◆ ACTIVITY ◆
Gather, from the data below, each line in which the word "Green" occurs.

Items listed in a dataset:
________________

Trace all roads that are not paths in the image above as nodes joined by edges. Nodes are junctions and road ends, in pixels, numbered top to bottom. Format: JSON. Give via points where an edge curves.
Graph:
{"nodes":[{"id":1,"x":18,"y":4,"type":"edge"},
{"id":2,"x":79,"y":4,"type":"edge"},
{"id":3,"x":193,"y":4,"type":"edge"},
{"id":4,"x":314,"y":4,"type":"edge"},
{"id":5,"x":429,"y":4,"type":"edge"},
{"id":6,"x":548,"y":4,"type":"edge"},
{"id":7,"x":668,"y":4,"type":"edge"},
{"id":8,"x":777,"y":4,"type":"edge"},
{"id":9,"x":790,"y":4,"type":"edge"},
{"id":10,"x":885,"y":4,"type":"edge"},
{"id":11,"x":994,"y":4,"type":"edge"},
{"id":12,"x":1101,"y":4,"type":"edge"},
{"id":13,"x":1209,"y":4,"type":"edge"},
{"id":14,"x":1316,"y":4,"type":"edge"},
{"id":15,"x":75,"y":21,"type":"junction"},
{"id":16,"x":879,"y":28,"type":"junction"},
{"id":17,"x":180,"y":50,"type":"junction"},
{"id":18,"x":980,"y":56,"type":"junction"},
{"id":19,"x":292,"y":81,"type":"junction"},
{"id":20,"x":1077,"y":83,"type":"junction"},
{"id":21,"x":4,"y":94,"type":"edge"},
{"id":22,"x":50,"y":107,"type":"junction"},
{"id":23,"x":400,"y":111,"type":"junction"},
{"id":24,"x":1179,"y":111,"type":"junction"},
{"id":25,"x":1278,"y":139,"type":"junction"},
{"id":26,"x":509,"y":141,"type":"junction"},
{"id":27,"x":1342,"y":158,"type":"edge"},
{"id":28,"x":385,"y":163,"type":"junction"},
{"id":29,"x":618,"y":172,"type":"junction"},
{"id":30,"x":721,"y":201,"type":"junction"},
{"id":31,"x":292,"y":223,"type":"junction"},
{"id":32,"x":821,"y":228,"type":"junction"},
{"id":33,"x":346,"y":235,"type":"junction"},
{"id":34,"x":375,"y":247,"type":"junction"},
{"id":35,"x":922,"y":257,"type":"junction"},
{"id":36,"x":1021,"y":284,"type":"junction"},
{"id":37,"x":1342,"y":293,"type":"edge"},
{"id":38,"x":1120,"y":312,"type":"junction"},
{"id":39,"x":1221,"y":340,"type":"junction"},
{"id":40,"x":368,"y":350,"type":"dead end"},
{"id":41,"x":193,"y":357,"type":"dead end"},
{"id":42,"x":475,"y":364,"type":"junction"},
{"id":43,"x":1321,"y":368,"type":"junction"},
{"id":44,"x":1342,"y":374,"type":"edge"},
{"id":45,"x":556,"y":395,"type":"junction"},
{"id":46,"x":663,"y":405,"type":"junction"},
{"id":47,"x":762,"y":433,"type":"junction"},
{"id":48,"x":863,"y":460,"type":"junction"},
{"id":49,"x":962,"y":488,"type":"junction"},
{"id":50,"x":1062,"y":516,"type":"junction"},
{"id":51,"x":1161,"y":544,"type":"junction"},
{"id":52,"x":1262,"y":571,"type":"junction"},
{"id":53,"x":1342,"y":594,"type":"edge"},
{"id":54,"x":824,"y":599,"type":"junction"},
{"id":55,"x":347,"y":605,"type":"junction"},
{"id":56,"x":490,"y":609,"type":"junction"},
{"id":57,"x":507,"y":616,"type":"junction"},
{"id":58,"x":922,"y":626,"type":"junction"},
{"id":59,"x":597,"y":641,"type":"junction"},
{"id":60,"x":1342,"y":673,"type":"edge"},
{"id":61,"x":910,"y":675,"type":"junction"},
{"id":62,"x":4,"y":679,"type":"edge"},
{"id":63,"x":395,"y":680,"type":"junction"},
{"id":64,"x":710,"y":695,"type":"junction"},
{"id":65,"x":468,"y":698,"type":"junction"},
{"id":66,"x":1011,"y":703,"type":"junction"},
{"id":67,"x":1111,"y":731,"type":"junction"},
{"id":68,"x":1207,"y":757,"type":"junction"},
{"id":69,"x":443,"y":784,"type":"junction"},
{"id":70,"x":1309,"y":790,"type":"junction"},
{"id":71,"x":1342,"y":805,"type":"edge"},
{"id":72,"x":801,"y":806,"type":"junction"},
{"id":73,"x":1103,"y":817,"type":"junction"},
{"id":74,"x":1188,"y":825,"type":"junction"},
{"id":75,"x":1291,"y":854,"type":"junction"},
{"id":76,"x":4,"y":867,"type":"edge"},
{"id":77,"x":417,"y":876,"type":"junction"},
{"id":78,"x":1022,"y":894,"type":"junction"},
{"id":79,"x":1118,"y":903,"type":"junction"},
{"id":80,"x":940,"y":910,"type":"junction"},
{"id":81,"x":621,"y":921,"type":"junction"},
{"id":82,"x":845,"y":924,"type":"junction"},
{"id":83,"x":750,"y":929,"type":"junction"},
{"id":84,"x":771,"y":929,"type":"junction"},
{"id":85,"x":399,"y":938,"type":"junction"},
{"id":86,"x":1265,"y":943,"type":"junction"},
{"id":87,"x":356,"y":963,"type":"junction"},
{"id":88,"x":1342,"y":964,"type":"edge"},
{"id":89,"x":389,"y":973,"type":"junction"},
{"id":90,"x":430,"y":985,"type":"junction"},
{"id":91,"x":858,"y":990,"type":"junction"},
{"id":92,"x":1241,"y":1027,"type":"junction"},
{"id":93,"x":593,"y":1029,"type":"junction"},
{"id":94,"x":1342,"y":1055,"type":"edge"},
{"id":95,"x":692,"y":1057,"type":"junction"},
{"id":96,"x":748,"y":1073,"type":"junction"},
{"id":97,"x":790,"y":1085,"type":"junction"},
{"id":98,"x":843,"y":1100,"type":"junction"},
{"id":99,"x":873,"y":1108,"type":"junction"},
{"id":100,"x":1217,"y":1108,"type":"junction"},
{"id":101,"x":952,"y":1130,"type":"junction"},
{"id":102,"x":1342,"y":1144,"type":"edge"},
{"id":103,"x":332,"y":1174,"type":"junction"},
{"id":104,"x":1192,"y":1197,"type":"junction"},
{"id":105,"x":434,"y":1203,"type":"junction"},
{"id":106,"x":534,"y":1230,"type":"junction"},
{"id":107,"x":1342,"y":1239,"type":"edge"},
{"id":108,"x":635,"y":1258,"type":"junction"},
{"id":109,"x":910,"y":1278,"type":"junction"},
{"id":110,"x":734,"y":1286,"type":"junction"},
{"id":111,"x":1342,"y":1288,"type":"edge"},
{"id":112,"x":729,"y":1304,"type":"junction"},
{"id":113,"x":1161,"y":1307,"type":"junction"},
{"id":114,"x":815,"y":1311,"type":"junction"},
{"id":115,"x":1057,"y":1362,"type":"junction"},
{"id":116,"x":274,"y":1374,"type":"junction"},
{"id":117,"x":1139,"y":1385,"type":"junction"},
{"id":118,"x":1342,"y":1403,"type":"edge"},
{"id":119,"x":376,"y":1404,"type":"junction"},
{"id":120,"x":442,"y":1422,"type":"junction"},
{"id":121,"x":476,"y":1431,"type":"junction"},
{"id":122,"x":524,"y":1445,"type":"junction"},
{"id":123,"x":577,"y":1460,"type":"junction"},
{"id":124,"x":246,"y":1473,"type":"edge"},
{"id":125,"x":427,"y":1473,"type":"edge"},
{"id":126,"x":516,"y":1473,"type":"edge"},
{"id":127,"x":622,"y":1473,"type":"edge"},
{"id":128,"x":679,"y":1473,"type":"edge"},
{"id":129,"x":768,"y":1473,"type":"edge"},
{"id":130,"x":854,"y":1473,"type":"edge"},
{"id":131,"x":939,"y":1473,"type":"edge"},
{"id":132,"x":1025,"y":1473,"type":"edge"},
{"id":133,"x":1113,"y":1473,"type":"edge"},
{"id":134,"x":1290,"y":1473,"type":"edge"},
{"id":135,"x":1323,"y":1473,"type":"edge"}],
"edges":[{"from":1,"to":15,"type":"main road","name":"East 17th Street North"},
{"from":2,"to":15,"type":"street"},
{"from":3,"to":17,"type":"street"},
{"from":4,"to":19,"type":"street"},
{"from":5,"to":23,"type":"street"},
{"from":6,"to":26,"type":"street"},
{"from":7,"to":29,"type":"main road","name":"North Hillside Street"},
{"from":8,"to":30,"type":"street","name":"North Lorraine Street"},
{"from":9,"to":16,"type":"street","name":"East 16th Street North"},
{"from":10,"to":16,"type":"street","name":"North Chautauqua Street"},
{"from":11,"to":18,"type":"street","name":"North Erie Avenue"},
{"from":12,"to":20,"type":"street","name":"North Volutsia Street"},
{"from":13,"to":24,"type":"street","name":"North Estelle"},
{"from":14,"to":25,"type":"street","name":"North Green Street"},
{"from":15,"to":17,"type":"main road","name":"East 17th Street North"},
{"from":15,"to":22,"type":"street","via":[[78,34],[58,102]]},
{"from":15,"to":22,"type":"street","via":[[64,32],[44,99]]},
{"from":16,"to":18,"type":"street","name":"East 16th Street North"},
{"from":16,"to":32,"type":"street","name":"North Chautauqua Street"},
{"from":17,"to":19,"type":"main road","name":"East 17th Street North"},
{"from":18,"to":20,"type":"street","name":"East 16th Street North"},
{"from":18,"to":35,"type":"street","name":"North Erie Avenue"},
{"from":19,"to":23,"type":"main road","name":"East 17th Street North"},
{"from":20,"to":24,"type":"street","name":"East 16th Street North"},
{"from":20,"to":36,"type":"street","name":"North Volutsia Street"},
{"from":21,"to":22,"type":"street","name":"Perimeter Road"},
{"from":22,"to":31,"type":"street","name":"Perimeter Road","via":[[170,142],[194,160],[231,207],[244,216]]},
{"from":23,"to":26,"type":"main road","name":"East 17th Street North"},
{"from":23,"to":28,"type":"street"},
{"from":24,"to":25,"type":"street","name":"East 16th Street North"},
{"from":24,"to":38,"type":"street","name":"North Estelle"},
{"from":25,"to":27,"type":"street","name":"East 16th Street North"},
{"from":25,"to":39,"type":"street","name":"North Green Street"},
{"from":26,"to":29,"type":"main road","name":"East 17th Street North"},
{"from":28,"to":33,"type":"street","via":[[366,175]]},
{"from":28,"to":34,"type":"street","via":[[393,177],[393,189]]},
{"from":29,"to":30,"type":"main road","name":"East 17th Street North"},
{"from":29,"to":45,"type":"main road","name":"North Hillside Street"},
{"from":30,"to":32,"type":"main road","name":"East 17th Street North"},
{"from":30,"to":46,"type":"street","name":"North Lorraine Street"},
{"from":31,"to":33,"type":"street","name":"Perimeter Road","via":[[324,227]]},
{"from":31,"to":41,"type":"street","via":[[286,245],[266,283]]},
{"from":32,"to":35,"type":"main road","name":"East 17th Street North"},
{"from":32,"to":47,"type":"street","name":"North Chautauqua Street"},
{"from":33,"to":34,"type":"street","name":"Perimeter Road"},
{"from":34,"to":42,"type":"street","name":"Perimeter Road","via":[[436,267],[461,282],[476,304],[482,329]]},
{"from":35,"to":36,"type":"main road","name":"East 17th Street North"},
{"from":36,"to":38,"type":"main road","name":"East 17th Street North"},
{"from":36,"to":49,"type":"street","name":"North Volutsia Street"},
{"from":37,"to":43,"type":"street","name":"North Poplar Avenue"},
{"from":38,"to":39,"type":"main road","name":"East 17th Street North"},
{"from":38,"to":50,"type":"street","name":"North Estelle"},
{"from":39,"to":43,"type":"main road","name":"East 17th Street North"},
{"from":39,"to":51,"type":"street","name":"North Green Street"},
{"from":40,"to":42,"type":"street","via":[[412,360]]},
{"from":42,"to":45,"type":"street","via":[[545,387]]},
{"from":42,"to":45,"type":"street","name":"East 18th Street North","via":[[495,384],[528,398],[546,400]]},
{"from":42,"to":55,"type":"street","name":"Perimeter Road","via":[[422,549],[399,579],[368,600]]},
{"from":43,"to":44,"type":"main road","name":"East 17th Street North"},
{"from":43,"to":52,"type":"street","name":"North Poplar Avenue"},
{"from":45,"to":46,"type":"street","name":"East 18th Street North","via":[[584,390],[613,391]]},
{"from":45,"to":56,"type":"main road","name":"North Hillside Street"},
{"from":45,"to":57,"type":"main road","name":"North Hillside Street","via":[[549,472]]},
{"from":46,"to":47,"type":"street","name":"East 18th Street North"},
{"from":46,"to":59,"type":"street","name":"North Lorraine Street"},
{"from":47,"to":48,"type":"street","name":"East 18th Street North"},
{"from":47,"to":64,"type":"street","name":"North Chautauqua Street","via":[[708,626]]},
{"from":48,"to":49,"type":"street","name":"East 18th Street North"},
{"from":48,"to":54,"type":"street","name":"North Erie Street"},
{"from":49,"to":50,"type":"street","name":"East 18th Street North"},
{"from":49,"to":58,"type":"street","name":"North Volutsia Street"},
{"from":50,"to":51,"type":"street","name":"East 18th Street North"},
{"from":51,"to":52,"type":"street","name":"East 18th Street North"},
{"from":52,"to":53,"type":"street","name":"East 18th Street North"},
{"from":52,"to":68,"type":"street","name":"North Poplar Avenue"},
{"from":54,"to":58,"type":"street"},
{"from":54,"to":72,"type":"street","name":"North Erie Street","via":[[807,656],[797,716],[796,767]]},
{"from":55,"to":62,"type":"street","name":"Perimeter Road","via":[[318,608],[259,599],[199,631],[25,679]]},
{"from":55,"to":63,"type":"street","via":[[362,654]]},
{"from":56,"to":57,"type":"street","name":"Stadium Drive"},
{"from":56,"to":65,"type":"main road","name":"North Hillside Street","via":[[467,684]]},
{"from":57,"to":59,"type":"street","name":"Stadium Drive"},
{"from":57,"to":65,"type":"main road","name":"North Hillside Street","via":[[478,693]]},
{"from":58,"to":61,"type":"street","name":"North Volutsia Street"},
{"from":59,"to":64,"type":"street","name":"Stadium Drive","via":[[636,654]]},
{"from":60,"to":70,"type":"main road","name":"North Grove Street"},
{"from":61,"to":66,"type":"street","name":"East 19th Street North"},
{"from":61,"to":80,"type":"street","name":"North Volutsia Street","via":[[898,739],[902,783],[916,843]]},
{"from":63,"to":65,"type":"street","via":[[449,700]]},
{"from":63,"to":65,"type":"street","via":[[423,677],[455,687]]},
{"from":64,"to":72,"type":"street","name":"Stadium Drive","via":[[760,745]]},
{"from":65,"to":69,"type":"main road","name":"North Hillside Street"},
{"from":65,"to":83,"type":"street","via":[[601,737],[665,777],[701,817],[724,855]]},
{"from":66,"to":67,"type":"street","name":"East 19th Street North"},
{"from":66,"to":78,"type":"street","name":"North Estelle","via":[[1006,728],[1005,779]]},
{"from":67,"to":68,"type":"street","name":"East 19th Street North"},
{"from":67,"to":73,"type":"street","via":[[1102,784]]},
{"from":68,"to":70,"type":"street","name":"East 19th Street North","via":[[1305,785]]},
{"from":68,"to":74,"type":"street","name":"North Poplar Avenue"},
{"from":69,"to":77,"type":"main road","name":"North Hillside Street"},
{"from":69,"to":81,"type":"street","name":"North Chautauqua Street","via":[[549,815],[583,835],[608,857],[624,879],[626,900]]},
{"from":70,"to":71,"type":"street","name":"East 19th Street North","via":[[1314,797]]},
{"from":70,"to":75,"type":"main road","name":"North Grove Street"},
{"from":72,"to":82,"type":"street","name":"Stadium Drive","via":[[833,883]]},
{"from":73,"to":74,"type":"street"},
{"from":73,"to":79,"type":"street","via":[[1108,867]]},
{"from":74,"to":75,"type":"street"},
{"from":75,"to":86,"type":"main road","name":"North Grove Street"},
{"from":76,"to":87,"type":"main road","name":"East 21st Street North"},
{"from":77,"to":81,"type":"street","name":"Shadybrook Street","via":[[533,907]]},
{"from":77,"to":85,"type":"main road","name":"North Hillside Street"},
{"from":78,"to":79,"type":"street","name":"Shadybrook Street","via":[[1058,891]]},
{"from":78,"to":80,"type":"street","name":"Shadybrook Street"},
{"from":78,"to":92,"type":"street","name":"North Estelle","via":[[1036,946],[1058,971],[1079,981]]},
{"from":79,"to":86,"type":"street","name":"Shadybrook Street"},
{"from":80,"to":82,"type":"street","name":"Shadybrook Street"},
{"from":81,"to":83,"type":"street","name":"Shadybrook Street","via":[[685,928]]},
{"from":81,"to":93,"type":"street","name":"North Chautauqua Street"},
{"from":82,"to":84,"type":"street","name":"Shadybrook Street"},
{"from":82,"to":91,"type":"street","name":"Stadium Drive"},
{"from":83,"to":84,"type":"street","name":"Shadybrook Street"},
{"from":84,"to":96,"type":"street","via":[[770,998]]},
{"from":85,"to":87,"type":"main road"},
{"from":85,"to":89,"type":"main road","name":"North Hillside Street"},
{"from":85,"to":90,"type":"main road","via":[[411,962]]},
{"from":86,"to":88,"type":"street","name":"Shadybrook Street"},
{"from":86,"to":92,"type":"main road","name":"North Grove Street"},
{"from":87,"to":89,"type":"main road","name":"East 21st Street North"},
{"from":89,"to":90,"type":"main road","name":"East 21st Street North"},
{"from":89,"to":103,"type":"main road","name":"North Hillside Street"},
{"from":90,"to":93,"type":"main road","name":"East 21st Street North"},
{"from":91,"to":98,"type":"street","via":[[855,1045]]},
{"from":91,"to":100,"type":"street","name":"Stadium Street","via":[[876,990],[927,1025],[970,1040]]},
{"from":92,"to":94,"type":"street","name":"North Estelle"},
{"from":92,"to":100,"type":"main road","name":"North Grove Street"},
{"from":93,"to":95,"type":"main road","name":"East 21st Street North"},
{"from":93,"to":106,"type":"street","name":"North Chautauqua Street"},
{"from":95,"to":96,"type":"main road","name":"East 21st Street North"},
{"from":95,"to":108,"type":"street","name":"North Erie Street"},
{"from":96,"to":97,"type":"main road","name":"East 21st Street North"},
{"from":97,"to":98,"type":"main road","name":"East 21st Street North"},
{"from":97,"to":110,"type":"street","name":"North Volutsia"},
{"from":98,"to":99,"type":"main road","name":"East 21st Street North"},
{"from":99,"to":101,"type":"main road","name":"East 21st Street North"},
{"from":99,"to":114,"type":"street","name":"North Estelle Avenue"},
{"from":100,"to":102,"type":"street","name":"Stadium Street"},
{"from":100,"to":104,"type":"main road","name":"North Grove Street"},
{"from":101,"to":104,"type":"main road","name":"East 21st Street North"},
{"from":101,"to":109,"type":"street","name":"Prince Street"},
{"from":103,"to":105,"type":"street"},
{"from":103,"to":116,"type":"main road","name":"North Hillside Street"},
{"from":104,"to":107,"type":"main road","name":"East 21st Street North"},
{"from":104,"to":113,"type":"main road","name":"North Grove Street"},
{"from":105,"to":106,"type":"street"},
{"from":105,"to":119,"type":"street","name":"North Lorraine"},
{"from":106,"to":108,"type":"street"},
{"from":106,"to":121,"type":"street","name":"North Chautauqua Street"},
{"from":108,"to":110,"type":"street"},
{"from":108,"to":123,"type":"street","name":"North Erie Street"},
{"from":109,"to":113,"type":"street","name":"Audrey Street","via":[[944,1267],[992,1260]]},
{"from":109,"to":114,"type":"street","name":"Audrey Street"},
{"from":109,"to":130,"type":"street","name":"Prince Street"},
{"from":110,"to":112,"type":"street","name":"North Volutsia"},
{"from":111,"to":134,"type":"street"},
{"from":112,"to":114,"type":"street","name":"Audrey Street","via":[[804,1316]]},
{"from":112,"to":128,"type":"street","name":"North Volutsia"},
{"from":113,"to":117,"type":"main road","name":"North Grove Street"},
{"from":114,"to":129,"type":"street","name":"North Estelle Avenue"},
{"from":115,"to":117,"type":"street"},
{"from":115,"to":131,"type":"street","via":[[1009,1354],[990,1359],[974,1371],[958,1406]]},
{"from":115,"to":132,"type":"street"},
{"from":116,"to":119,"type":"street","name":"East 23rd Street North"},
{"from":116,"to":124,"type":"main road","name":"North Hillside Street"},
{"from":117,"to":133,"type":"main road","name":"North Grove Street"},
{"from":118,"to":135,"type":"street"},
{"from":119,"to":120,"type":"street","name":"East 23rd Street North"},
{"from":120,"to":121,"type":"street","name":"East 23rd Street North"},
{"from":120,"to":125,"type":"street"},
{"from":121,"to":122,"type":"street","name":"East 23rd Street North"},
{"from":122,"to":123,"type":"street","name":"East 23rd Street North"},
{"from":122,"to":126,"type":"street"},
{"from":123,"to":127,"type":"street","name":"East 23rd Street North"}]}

________________

◆ WRITTEN ANSWER ◆
{"from":14,"to":25,"type":"street","name":"North Green Street"},
{"from":25,"to":39,"type":"street","name":"North Green Street"},
{"from":39,"to":51,"type":"street","name":"North Green Street"},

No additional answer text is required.